YOUR GOAL –
The word "change" marks the lines to keep; find each one in the data and copy it.

***** PROVIDED RECORDS *****

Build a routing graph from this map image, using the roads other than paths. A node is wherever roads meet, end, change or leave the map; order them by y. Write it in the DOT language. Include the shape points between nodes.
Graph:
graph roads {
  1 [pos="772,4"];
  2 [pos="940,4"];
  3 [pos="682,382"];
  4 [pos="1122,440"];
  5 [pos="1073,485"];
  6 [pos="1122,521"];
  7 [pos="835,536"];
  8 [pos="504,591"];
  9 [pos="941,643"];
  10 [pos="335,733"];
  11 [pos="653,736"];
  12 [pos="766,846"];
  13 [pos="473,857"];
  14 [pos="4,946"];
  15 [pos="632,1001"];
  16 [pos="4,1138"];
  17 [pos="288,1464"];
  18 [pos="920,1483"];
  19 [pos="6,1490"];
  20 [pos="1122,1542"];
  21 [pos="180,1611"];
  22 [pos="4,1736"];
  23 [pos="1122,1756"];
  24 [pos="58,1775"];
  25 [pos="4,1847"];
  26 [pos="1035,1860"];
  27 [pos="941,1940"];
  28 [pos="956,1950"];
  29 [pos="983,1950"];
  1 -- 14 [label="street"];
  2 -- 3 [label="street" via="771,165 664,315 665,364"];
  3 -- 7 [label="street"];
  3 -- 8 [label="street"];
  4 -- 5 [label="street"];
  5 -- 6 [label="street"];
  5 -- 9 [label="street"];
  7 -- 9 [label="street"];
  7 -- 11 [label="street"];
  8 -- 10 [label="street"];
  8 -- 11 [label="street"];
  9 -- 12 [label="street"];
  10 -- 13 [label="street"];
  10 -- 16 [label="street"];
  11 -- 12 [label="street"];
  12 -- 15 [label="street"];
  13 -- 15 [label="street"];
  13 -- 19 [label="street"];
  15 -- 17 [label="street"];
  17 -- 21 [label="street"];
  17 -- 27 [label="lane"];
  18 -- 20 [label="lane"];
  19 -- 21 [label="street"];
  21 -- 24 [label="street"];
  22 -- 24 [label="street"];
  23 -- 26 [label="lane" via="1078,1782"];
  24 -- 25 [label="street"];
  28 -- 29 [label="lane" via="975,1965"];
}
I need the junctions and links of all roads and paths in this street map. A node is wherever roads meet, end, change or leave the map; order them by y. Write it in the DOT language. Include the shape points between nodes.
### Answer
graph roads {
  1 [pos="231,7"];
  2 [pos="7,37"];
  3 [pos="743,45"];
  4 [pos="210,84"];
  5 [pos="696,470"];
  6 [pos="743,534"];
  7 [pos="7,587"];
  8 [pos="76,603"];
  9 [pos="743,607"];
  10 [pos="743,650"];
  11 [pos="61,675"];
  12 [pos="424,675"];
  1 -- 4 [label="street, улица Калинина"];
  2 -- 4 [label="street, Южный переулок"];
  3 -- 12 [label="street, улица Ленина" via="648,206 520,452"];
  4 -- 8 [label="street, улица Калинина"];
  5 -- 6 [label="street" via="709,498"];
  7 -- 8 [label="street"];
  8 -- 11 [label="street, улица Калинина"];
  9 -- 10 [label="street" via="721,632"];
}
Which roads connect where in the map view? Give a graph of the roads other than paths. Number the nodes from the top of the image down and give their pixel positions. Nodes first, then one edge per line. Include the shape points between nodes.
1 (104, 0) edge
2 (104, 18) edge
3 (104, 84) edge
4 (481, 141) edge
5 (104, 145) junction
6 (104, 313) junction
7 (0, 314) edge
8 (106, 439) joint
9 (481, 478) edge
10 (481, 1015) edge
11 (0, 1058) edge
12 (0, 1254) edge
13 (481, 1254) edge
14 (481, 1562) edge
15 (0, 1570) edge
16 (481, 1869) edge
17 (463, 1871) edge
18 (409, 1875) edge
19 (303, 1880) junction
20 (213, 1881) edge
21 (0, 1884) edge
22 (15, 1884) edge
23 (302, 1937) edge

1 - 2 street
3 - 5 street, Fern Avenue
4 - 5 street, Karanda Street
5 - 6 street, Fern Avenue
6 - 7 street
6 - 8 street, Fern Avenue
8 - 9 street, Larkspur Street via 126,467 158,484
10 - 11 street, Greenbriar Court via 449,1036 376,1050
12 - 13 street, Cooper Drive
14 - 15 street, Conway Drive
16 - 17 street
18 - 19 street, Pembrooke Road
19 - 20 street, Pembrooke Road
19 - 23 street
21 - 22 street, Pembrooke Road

*****

RESPONSE TO THIS EXERCISE –
Build a routing graph from this map image, using the roads other than paths. A node is wherever roads meet, end, change or leave the map; order them by y. Write it in the DOT language. Include the shape points between nodes.
I need the junctions and links of all roads and paths in this street map. A node is wherever roads meet, end, change or leave the map; order them by y. Write it in the DOT language. Include the shape points between nodes.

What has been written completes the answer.